Statistical Analysis of the Relationships among Coronal Holes, Corotating Interaction Regions, and Geomagnetic Storms

We have examined the relationships among coronal holes (CHs), corotating interaction regions (CIRs), and geomagnetic storms in the period 1996-2003. We have identified 123 CIRs with forward and reverse shock or wave features in ACE and Wind data and have linked them to coronal holes shown in National Solar Observatory/Kitt Peak (NSO/KP) daily He I 10 830 angstrom maps considering the Sun-Earth transit time of the solar wind with the observed wind speed. A sample of 107 CH-CIR pairs is thus identified. We have examined the magnetic polarity, location, and area of the CHs as well as their association with geomagnetic storms (Dst <= -50 nT).
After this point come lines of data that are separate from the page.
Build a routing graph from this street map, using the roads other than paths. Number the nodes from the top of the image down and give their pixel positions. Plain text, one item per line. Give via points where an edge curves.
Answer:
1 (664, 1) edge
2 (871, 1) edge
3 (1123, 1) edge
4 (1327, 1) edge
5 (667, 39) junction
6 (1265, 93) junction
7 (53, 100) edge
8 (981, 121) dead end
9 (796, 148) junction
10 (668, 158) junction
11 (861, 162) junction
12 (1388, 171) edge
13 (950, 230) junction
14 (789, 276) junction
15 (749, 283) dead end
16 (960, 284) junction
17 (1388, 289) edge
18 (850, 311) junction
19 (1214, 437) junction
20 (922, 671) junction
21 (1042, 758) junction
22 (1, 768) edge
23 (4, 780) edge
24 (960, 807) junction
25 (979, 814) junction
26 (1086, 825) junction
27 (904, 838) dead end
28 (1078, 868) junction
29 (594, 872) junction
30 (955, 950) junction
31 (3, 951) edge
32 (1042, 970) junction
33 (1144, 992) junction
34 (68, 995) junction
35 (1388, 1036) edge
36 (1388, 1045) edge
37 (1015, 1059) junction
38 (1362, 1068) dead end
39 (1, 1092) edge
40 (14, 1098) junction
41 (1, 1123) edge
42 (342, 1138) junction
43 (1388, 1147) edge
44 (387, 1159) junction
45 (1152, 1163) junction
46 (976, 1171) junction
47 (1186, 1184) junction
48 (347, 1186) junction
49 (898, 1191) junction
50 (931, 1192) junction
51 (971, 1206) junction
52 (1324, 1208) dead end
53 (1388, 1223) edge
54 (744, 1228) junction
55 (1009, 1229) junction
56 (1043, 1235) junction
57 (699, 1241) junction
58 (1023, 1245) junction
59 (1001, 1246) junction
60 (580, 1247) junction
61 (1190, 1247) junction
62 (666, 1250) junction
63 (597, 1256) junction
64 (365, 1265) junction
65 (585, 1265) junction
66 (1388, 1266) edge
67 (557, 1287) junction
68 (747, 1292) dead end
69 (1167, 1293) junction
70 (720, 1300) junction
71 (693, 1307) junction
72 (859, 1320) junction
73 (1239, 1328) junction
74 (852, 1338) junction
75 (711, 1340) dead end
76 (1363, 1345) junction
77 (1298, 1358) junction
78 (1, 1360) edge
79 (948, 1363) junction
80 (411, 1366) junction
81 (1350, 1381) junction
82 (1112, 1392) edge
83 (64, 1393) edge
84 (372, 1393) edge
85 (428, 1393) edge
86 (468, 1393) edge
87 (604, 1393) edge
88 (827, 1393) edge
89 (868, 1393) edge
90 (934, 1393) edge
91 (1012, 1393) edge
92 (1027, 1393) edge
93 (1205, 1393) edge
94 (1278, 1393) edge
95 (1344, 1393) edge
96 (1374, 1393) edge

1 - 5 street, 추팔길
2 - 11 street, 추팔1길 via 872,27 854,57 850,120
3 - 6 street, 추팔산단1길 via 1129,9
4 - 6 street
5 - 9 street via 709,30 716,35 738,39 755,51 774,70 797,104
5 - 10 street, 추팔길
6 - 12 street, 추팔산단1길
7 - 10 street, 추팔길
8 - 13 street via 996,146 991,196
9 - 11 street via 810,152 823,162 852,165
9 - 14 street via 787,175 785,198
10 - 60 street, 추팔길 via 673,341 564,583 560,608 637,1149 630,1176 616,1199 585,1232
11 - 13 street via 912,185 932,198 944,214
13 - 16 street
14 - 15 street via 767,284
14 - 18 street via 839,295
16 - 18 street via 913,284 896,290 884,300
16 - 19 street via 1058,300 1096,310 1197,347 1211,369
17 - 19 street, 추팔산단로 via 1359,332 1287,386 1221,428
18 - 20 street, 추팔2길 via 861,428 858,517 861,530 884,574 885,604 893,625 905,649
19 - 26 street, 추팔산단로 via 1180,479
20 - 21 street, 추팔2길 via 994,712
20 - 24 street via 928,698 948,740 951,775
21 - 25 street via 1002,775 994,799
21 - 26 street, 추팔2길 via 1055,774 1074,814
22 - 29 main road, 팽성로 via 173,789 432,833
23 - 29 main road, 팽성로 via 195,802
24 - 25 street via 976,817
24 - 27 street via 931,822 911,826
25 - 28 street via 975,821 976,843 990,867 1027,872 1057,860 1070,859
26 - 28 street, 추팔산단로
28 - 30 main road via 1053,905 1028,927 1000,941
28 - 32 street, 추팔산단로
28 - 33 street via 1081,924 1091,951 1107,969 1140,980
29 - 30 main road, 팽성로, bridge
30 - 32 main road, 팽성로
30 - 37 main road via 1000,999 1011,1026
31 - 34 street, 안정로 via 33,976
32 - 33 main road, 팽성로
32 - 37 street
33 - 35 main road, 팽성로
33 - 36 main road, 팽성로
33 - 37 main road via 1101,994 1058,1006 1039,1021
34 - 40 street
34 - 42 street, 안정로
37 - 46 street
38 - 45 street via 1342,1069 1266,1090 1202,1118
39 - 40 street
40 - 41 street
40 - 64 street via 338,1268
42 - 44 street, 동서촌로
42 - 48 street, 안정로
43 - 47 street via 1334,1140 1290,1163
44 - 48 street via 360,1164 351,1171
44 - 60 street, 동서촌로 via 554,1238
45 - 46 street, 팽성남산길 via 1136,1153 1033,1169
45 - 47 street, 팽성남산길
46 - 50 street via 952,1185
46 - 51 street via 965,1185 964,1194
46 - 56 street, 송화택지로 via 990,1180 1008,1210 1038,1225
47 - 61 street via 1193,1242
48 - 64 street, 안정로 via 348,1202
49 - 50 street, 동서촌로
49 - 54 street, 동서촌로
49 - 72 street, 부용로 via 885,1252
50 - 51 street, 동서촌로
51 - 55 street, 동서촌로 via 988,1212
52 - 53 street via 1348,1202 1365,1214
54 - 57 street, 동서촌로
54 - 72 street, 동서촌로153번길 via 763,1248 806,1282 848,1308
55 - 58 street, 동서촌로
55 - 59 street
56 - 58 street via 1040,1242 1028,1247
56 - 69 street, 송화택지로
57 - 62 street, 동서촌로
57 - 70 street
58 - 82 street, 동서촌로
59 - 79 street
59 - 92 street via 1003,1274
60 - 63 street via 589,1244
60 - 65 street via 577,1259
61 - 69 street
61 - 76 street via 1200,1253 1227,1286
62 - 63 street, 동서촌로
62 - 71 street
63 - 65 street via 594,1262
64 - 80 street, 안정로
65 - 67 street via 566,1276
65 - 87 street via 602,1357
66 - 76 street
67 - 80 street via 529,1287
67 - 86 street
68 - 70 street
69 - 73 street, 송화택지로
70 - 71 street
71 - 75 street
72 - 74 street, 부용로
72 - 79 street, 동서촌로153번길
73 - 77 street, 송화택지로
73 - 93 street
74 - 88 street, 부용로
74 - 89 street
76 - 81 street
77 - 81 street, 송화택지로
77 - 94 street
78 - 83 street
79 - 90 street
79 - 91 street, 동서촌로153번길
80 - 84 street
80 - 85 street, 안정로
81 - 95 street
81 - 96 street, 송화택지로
For all pairs, the magnetic polarity of the CHs is found to be consistent with the sunward ( or earthward) direction of the interplanetary magnetic fields (IMFs), which confirms the linkage between the CHs and the CIRs in the sample. Our statistical analysis shows that ( 1) the mean longitude of the center of CHs is about 8 degrees E, (2) 74% of the CHs are located between 30 degrees S and 30 degrees N (i. e., mostly in the equatorial regions), (3) 46% of the CIRs are associated with geomagnetic storms, ( 4) the area of geo-effective coronal holes is found to be larger than 0.12% of the solar hemisphere area, and ( 5) the maximum convective electric field E-y in the solar wind is much more highly correlated with the Dst index than any other solar or interplanetary parameter. In addition, we found that there is also a semiannual variation of CIR-associated geomagnetic storms and discovered new tendencies as follows: For negative-polarity coronal holes, the percentage (59%; 16 out of 27 events) of CIRs associated with geomagnetic storms in the first half of the year is much larger than that (25%; 6 out of 24 events) in the second half of the year and the occurrence percentage (63%; 15 out of 24 events) of CIR-associated storms in the southern hemisphere is significantly larger than that (26%; 7 out of 27 events) in the northern hemisphere. Positive-polarity coronal holes exhibit an opposite tendency.